3 Ocak 2025 Cuma

İnsanlık ve metaforlar

Akış büyük ölçekli uygulamalar için bir metafordur. Bilinç için olduğu kadar içinde ölümcül bir girdaba dönüşebileceği veya geniş ağzın durgunluğuna akıp unutulmaya dönüşebileceği tarihin olayları için de bir metafordur.´

Metafor insanlık tarihi kadar eskidir. Dillerin çoğalması, farklı kollara ayrılması dahi insanlığın başından beri dil üzerine tefekkür ettiğini ve özel çaba sergilediğini gösterir. Dil üzerine özel çaba sergilenmeseydi metafor diye bir kavram ortaya çıkmazdı.´

Metaforlar bize dilin zenginliğini, uçsuz bucaksızlığını, ulaşılamazlığını ve imkanlarının keşfedilmeye her zaman açık olduğunu gösterir.

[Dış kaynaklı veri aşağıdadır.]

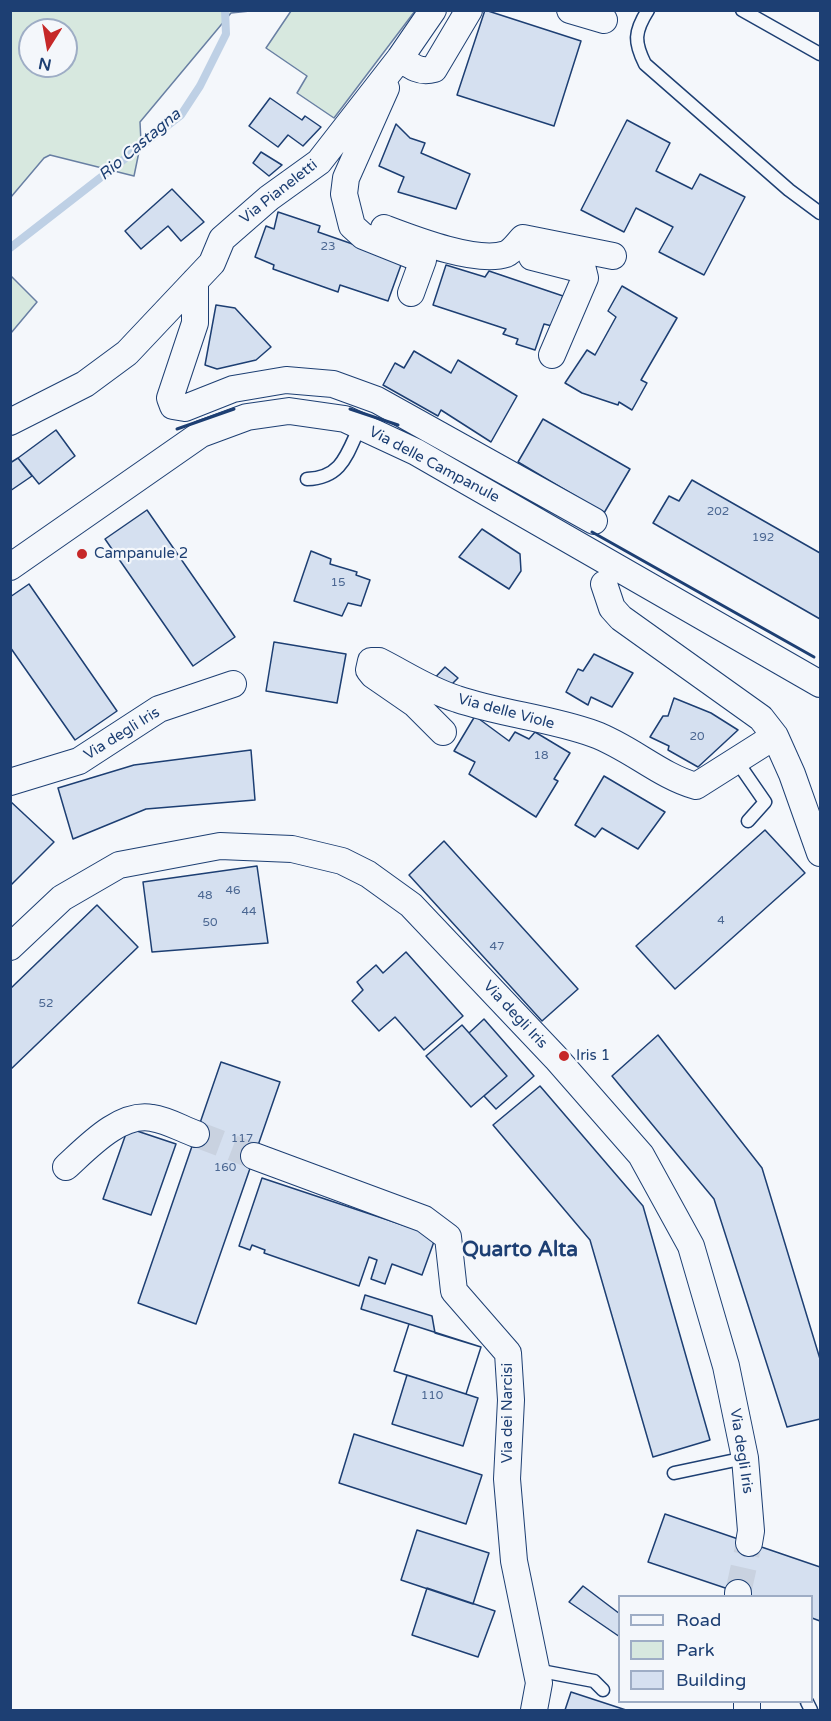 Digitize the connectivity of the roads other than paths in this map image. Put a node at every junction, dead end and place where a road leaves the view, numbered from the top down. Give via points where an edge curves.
1 (433, 10) edge
2 (469, 10) edge
3 (570, 10) edge
4 (648, 10) edge
5 (742, 10) edge
6 (604, 20) dead end
7 (820, 54) edge
8 (393, 66) junction
9 (820, 213) edge
10 (350, 214) junction
11 (508, 253) junction
12 (613, 256) dead end
13 (195, 281) junction
14 (411, 293) dead end
15 (552, 355) dead end
16 (10, 422) edge
17 (360, 426) junction
18 (307, 479) dead end
19 (594, 521) dead end
20 (10, 567) edge
21 (604, 584) dead end
22 (233, 684) dead end
23 (820, 684) edge
24 (444, 732) dead end
25 (775, 736) junction
26 (736, 759) junction
27 (10, 782) edge
28 (748, 821) dead end
29 (820, 853) edge
30 (10, 947) edge
31 (196, 1134) tunnel mouth
32 (254, 1155) tunnel mouth
33 (66, 1167) dead end
34 (746, 1458) junction
35 (674, 1473) dead end
36 (749, 1543) tunnel mouth
37 (536, 1671) junction
38 (603, 1690) dead end
39 (534, 1710) edge

1 - 8 street, Via Pianeletti
2 - 8 street via 434,69 425,72
3 - 6 street
4 - 9 lane via 639,24 636,46 645,64
5 - 7 lane
8 - 10 street, Via Pianeletti via 377,112 345,178 344,194
8 - 13 street, Via Pianeletti via 319,162 235,226 222,239 212,263
10 - 11 street via 472,255 491,257
10 - 14 street, Via Pianeletti via 352,226 363,236 423,261
11 - 12 street via 523,238
11 - 15 street via 583,270 585,278
13 - 16 street, Via Pianeletti via 127,353 85,384
13 - 19 street via 195,323 170,398 173,406 185,408 233,389 286,380 333,384 377,400
17 - 18 lane via 343,464 323,479
17 - 20 street, Via delle Campanule via 345,419 289,411 247,417 201,434
17 - 23 street, Via delle Campanule via 416,452
21 - 25 street via 612,608 621,618 761,718
22 - 27 street, Via degli Iris via 159,709 79,761
24 - 26 street, Via delle Viole via 415,704 374,675 369,670 371,662 379,661 425,687 459,700 593,734 696,786
25 - 26 street, Via delle Viole
25 - 29 street
26 - 28 lane via 765,802
30 - 34 street, Via degli Iris via 62,898 119,865 220,846 281,849 342,861 368,874 411,905 556,1058 641,1155 691,1246 726,1366
31 - 33 street via 152,1117 127,1120
32 - 37 street, Via dei Narcisi via 424,1219 448,1237 454,1291 508,1353 511,1400 507,1479 514,1561
34 - 35 lane
34 - 36 street, Via degli Iris
37 - 38 lane via 594,1681
37 - 39 street, Via dei Narcisi via 539,1683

Hans Blumenberg´in deyişiyle deneyimler ve olaylar, bir yanda blincin alt tabakasının diğer yanda tarihin temel başlıklarıdır. Ama bu aynı zamanda buralarda kalamayacağı yönünü gösterir. Bilinç, nesnelliğine verilen şeyi kasıtlı olarak işleme yeteneği olmaksızın insafına kalacağı, deneyimlerinin akışıyla başa çıkmak için bir aygıttır. Şeylerin nesnelliği onların esas özlerini oluşturur. Ancak bu öz zamanla deneyimlerle farklı boyutlarla tanışır ve karşılaşır. Bu karşılaşmalar temas olmadan geçilip gidilen karşılaşmalardan olmaz.

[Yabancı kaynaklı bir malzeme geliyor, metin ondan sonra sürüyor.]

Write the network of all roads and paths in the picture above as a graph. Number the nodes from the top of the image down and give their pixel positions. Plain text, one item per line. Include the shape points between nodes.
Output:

Temas da özlere yeni şeyler ve şeylikler katar. Zamanla metaforlar oluşur. Metaforlar hem zenginlik demektir hem de şeylerin anlatılmasının ve anlaşılmasının kolaylaşması ile yeni hikayelere sahip olması anlamına gelmektedir.

Hikayelerin çeşitliliğinin temelinde hiçbir şekilde isimlendirilmemiş ve anlaşılmamış olsa bile yaşanan ve deneyimlenen bir birim her zaman olmuştur. Dilin yeni bir imkanı bünyesine katması yaşanmanın ve deneyimlemenin çıktısıdır.

Akış her zaman üretkenlik demektir. Şeyler her zaman üretkenlikten nasibini alır. Üretilen olgular belki o an bilinç veya toplumsal düzlemde varlık sahibi olamayabilir ama tarihi süreç içerisinde, akışın elverdiği ve uygun ortamı sağladığı anda ve zeminde mutlaka varlık kazanır ve kendini kabul ettirir.

Metaforun karşılığı bir noktada dönüştürmedir. Değişim değildir çünkü öz sabit kalmaktadır, özün dönüşüm geçirmesiyle daha kapsamlı ve çok yönlü bir anlama ve karşılığa bürünmesidir.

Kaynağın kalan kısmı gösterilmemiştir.